The Problem: Why Consensus is Hard
CAP Theorem: The Fundamental Trade-off
The CAP theorem (Brewer, 2000) states that a distributed system can guarantee at most two of three properties simultaneously: Consistency, Availability, and Partition Tolerance.
- Consistency: Every read receives the most recent write or an error. All nodes see the same data at the same time.
- Availability: Every request receives a (non-error) response — though it might not be the most recent write.
- Partition Tolerance: The system continues operating despite dropped or delayed messages between nodes.
In practice, network partitions are inevitable in any distributed system. Engineers therefore choose between CP systems (strong consistency, may refuse requests during partitions) and AP systems (always respond, may return stale data). Raft is a CP algorithm — it prioritises correctness over availability during network splits.

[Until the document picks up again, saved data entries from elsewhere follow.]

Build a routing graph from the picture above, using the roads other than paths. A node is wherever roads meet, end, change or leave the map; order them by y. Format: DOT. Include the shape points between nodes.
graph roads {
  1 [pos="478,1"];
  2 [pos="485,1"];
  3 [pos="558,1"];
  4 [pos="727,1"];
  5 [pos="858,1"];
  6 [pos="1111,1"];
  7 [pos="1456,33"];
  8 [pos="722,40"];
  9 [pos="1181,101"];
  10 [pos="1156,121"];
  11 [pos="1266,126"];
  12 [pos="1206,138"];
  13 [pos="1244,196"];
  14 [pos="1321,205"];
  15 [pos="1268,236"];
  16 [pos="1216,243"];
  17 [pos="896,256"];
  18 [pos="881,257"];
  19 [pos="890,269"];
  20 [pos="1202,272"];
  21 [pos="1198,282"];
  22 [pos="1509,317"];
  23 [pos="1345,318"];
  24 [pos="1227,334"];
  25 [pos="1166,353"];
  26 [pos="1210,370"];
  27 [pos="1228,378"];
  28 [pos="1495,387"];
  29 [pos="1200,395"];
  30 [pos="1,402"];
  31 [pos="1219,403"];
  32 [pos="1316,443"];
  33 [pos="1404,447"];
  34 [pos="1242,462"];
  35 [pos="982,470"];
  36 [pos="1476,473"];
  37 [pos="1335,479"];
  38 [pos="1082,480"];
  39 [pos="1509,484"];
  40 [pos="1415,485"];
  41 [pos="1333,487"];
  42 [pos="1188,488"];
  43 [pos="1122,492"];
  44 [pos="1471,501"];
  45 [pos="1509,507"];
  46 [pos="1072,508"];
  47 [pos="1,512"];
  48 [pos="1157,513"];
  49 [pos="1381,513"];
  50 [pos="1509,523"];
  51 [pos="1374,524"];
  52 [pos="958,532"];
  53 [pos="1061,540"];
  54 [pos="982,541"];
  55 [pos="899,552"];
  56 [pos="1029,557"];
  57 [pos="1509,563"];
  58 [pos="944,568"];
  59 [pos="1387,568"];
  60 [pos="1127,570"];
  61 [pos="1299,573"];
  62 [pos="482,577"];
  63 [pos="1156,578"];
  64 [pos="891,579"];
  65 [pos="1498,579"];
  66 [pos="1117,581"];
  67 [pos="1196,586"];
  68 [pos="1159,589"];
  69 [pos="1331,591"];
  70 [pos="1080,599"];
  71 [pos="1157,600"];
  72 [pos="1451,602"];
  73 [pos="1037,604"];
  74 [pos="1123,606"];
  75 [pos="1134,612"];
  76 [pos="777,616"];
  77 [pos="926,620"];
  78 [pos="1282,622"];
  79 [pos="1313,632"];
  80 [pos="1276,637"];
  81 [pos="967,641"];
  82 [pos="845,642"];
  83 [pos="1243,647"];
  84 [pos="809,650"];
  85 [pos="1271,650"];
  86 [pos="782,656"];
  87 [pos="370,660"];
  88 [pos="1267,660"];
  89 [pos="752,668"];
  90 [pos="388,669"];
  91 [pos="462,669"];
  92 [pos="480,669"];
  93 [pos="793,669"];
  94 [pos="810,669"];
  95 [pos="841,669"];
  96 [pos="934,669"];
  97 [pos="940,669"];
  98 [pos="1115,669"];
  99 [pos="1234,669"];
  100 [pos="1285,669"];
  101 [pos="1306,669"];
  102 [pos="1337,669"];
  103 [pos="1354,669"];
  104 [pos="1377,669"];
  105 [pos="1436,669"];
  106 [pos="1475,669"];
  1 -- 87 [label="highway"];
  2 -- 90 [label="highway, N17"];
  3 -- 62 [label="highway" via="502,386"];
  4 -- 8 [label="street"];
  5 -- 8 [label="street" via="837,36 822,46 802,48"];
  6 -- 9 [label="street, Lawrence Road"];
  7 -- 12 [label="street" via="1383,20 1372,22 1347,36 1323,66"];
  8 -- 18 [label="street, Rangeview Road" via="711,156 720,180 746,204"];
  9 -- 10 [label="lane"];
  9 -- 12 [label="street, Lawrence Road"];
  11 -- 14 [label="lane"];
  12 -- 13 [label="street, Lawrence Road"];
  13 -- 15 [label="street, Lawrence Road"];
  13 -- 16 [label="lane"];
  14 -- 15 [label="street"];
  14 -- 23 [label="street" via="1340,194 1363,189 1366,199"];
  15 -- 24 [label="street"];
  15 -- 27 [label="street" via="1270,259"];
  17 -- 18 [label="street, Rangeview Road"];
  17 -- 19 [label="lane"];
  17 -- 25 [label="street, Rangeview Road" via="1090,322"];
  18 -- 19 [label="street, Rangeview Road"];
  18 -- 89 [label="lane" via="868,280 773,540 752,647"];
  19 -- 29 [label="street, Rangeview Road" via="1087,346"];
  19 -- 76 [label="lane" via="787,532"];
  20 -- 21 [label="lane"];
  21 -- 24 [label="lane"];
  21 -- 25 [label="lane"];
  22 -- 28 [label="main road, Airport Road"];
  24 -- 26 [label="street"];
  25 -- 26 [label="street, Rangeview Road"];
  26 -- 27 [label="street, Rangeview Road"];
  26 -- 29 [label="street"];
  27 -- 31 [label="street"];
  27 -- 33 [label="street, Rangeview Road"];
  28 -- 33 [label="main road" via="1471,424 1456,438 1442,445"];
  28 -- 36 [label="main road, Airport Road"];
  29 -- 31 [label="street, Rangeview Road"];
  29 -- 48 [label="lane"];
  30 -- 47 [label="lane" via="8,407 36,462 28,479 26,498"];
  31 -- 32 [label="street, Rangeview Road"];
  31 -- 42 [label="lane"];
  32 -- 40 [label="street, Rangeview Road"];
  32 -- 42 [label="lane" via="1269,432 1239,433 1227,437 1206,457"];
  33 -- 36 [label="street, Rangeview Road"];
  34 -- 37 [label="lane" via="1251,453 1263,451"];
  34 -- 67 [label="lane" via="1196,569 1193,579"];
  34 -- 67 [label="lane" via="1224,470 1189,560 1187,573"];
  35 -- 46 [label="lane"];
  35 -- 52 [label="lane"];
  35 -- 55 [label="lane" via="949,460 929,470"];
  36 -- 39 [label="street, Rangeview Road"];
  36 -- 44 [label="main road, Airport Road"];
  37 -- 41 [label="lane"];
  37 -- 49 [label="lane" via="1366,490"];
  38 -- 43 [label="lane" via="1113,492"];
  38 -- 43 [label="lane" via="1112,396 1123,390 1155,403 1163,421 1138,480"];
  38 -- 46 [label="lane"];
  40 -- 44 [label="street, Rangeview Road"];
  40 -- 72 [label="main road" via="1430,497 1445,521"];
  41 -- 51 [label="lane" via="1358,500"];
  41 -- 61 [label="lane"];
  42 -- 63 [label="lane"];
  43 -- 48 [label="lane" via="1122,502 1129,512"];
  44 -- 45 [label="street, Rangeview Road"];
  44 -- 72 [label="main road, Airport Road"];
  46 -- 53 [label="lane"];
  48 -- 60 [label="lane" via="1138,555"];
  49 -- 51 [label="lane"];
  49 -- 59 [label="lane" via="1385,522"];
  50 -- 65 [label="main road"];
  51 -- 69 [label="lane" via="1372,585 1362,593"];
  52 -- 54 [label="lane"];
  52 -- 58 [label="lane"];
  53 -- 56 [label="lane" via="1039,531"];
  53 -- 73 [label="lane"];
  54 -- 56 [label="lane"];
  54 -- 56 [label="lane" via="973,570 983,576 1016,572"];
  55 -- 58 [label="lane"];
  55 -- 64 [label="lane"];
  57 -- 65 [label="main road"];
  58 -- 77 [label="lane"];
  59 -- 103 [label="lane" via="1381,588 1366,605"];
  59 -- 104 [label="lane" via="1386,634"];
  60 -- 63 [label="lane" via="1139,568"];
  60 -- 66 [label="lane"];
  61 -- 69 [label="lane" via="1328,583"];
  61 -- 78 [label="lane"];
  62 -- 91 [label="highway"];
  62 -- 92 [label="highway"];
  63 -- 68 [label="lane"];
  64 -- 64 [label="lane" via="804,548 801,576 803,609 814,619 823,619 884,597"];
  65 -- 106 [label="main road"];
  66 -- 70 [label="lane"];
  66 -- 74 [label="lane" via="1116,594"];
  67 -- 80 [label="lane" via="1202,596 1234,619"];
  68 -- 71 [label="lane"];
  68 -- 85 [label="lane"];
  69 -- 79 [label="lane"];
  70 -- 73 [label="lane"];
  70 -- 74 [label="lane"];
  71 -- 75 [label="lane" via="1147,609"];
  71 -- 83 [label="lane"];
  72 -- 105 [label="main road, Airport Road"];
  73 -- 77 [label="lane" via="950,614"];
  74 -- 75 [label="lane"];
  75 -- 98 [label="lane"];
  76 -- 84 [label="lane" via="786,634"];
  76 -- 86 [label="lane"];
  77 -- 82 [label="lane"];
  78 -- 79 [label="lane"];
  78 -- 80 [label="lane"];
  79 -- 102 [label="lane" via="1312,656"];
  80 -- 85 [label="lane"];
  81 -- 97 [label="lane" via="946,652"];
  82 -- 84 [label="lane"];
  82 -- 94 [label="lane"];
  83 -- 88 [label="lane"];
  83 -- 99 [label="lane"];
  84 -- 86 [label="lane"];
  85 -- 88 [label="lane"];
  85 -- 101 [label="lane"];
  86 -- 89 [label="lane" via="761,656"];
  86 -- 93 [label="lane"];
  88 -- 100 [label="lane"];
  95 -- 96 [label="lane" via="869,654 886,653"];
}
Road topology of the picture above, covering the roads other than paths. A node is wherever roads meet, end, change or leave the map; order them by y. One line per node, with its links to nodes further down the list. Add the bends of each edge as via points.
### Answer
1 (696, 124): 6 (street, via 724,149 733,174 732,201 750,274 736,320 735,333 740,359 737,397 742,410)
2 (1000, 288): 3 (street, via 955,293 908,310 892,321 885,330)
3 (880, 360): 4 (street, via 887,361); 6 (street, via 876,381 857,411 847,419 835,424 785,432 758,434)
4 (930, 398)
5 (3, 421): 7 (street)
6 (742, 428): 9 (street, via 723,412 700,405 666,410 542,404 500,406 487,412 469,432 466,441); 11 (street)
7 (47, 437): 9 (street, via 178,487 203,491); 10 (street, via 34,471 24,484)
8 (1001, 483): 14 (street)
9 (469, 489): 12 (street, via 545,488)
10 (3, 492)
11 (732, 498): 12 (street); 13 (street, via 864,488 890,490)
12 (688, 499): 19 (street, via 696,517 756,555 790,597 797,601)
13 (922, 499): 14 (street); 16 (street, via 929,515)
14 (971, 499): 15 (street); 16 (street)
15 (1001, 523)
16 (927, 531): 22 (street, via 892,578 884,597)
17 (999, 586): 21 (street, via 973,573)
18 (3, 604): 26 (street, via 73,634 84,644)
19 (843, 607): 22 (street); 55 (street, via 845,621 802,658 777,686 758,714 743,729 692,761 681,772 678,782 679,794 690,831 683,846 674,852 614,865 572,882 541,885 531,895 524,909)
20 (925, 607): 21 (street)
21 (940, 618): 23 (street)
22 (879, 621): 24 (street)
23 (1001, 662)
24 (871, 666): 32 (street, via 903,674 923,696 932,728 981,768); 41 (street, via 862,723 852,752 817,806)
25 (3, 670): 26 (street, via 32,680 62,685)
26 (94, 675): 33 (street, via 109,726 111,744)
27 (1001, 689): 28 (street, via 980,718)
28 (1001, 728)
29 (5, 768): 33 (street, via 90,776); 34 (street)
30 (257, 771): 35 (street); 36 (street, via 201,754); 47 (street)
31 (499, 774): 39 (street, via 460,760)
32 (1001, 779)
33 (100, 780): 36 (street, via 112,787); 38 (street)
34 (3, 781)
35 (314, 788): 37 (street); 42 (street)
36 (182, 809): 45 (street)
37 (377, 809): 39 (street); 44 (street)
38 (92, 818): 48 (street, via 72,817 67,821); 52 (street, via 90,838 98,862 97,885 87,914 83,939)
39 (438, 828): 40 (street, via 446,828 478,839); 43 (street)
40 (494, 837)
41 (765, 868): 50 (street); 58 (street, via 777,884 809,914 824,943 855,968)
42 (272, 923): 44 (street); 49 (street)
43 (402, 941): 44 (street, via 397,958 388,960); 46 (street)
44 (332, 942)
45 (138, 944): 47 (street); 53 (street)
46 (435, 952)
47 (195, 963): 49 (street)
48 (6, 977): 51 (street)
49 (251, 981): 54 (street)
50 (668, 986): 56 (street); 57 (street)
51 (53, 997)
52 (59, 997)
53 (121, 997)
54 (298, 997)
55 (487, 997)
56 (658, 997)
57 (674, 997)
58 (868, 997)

Why this matters: Systems like ZooKeeper, etcd, and Consul are CP. Systems like Cassandra and DynamoDB are AP. Understanding where your system sits on the CAP spectrum is essential for reasoning about failure modes.
FLP Impossibility: Why Perfect Consensus is Impossible
The Fischer-Lynch-Paterson (FLP) impossibility result (1985) proved that no deterministic, asynchronous distributed algorithm can achieve consensus if even a single process can crash.
This might sound alarming, but the practical takeaway is: you cannot build a perfectly safe and perfectly live consensus system simultaneously. All practical consensus algorithms (Paxos, Raft, Zab) resolve this by relaxing the liveness guarantee — they may stall if too many nodes fail, but they will never return incorrect results.
FLP assumes a fully asynchronous model where you cannot distinguish a slow node from a dead one. Real systems use timeouts as a practical approximation to detect failures and make progress.
Byzantine vs Crash Failures
Raft handles crash-stop failures — nodes fail by stopping. It does not handle Byzantine failures, where nodes can behave arbitrarily (return wrong data, send conflicting messages to different peers, lie about their state).
| Failure Model | Example | Algorithm |
|---|---|---|
| Crash-stop | Server power loss | Raft, Paxos, Zab |
| Crash-recovery | Reboot after power loss | Multi-Paxos, Raft with log persistence |
| Byzantine | Compromised node, cosmic ray bit-flip | PBFT, HotStuff, Tendermint |
Byzantine Fault Tolerance (BFT) requires 3f+1 nodes to tolerate f traitors. Crash-fault tolerance requires only 2f+1 nodes to tolerate f failures. This cost difference is why Raft is used in data centres (trusted environment) while BFT is used in blockchains (zero-trust environment).
Quorum: The Mathematical Foundation
A quorum is the minimum number of nodes required to reach a decision. For a cluster of N nodes tolerating f failures, a quorum of ⌊N/2⌋ + 1 (a strict majority) ensures that:
- Any two quorums overlap — at least one shared node has seen both decisions.
- A failed minority (≤ f nodes) cannot prevent progress.
With 5 nodes (f=2), quorum = 3. This means the cluster can lose any 2 nodes and still make progress. Losing 3 nodes means we can no longer form a quorum and the system stalls (but never corrupts data).
The Raft Algorithm: Core Concepts
Node Roles: Follower, Candidate, Leader
Every Raft node is in exactly one of three states at any time:
Follower — Passive. Responds to RPCs from leaders and candidates. If no communication is received within the election timeout, the follower promotes itself to candidate.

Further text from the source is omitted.